Your goal: In your copy, each record should read exactly as it does below, and no pictures should be present.

* * * * * * *

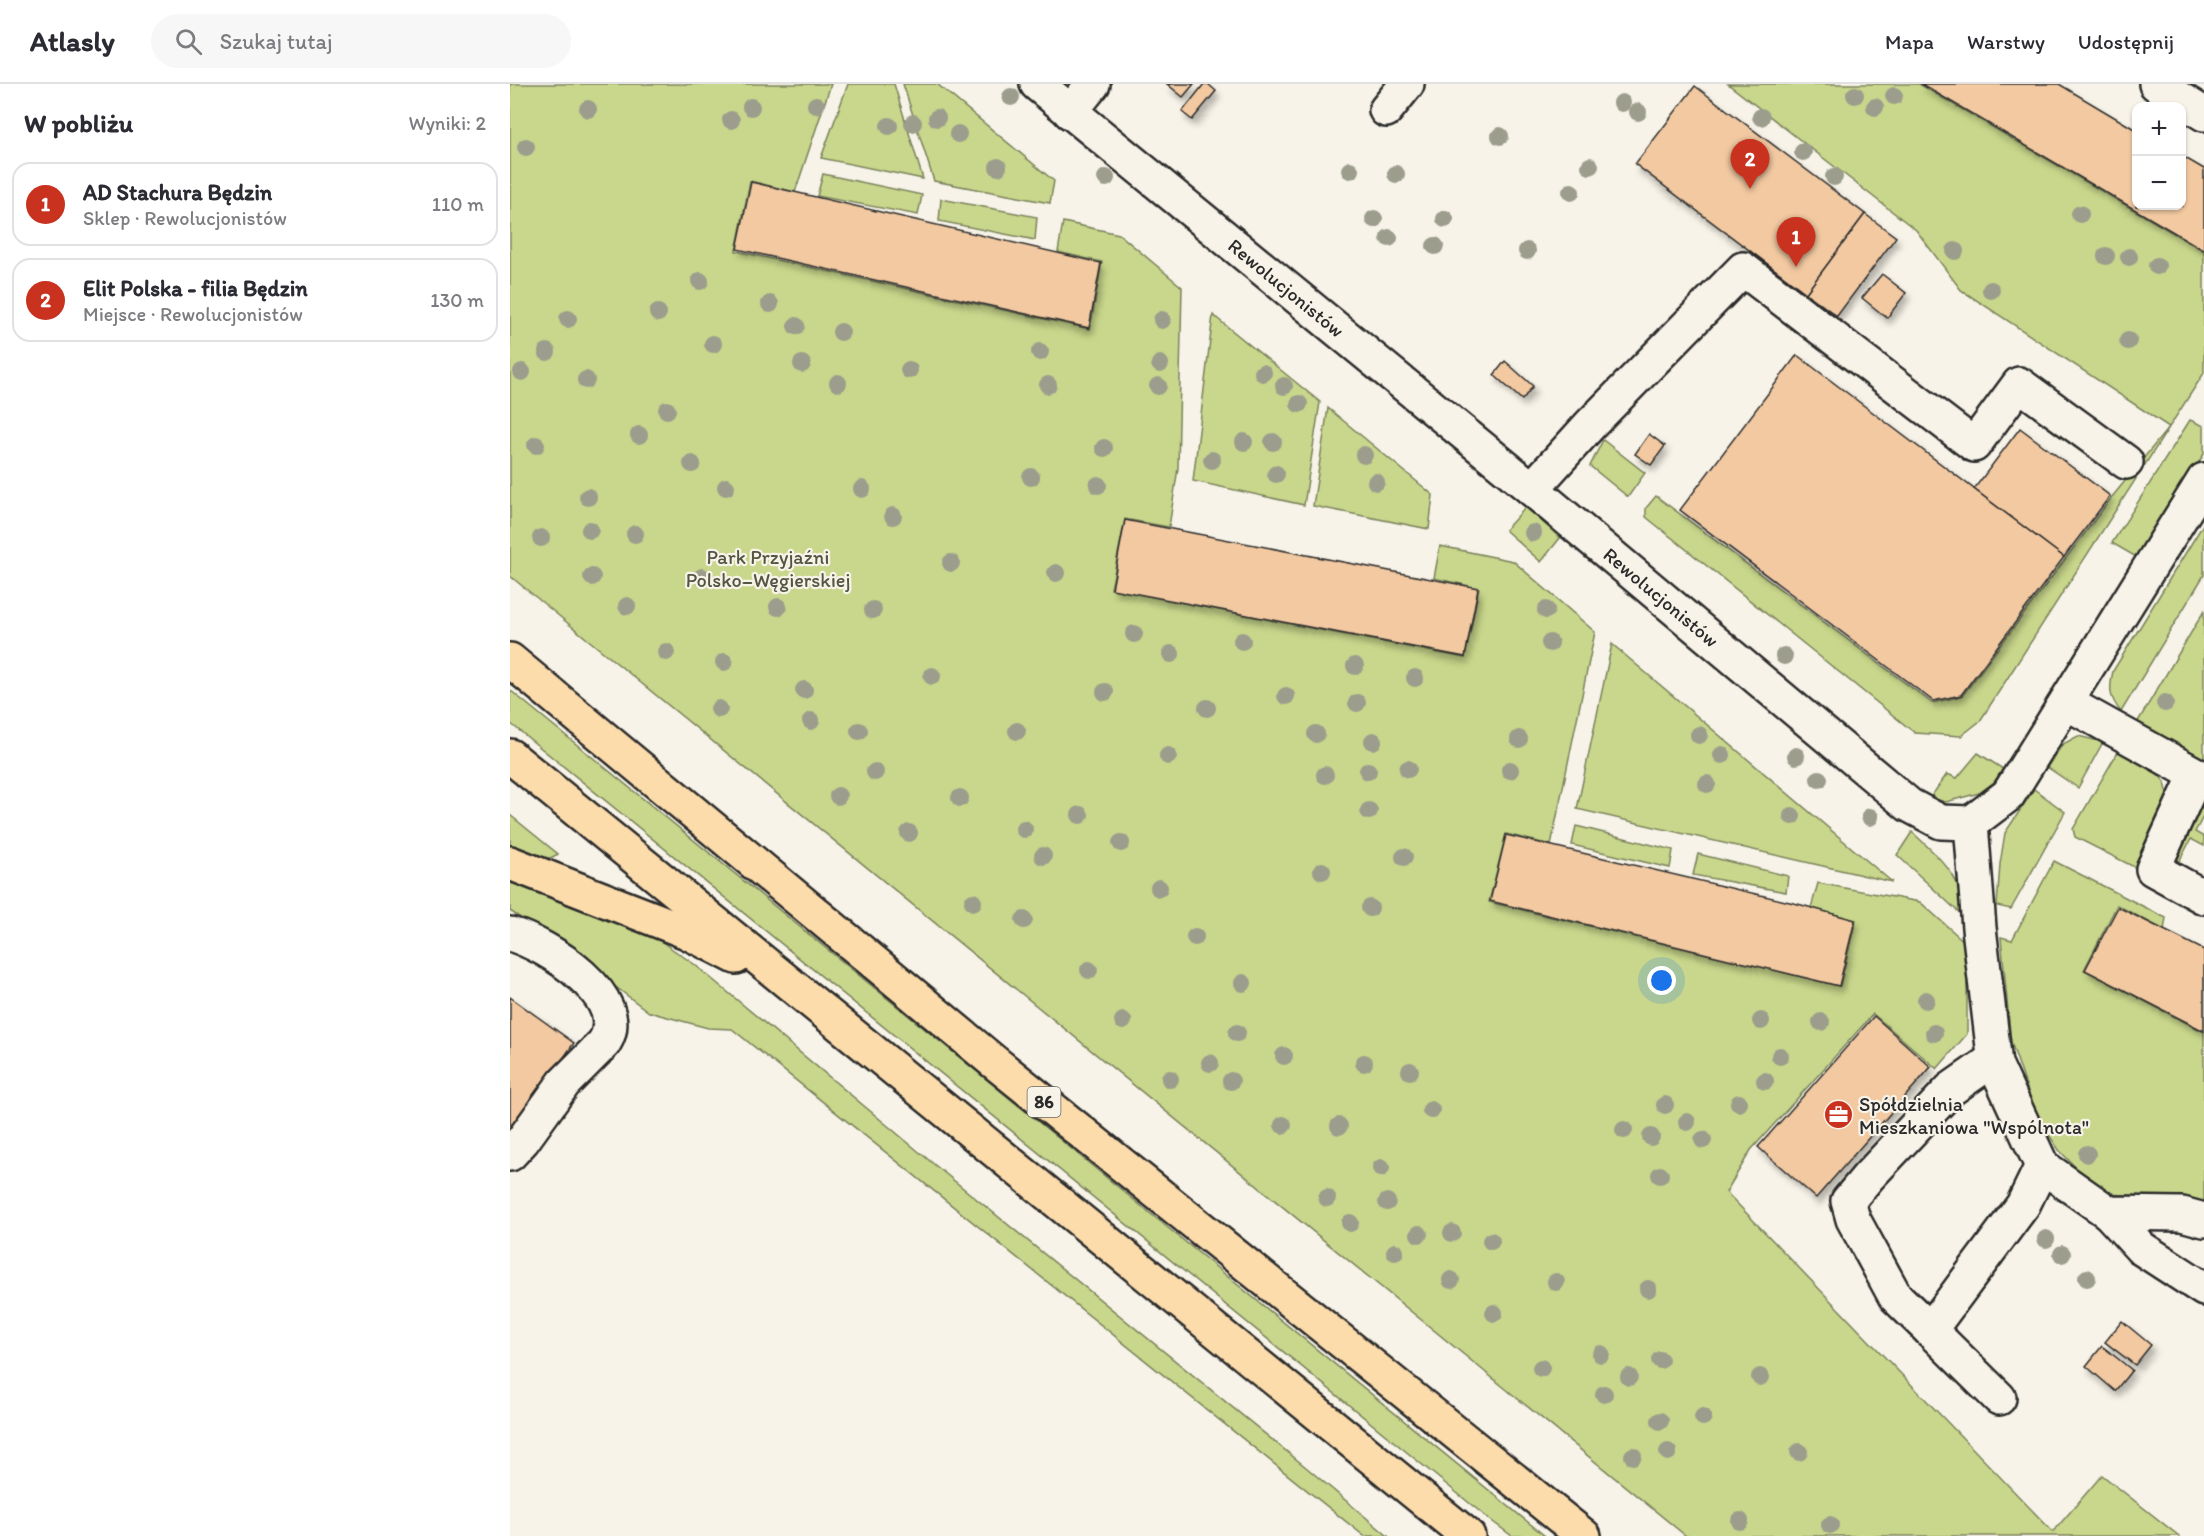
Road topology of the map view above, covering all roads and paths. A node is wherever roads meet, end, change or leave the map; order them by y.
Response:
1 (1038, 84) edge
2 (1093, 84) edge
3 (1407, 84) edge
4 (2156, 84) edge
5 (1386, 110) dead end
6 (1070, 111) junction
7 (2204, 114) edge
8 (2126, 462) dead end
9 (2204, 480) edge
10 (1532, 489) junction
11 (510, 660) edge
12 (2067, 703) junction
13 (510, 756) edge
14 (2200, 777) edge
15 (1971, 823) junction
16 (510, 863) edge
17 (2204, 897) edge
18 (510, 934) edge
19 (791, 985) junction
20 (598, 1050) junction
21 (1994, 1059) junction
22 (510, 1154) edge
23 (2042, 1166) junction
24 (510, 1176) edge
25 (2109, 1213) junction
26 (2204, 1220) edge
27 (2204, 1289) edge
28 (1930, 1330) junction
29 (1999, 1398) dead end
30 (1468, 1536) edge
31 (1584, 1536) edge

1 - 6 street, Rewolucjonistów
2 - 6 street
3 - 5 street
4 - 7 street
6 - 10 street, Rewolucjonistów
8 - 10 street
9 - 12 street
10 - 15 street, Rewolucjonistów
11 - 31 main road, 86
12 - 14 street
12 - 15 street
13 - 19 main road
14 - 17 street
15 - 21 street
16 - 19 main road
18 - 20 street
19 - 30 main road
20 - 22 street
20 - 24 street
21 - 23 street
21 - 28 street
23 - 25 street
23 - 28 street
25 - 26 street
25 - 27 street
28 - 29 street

* * * * * * *

Solution for this task:
Road topology of the map view above, covering all roads and paths. A node is wherever roads meet, end, change or leave the map; order them by y.
Response:
1 (1038, 84) edge
2 (1093, 84) edge
3 (1407, 84) edge
4 (2156, 84) edge
5 (1386, 110) dead end
6 (1070, 111) junction
7 (2204, 114) edge
8 (2126, 462) dead end
9 (2204, 480) edge
10 (1532, 489) junction
11 (510, 660) edge
12 (2067, 703) junction
13 (510, 756) edge
14 (2200, 777) edge
15 (1971, 823) junction
16 (510, 863) edge
17 (2204, 897) edge
18 (510, 934) edge
19 (791, 985) junction
20 (598, 1050) junction
21 (1994, 1059) junction
22 (510, 1154) edge
23 (2042, 1166) junction
24 (510, 1176) edge
25 (2109, 1213) junction
26 (2204, 1220) edge
27 (2204, 1289) edge
28 (1930, 1330) junction
29 (1999, 1398) dead end
30 (1468, 1536) edge
31 (1584, 1536) edge

1 - 6 street, Rewolucjonistów
2 - 6 street
3 - 5 street
4 - 7 street
6 - 10 street, Rewolucjonistów
8 - 10 street
9 - 12 street
10 - 15 street, Rewolucjonistów
11 - 31 main road, 86
12 - 14 street
12 - 15 street
13 - 19 main road
14 - 17 street
15 - 21 street
16 - 19 main road
18 - 20 street
19 - 30 main road
20 - 22 street
20 - 24 street
21 - 23 street
21 - 28 street
23 - 25 street
23 - 28 street
25 - 26 street
25 - 27 street
28 - 29 street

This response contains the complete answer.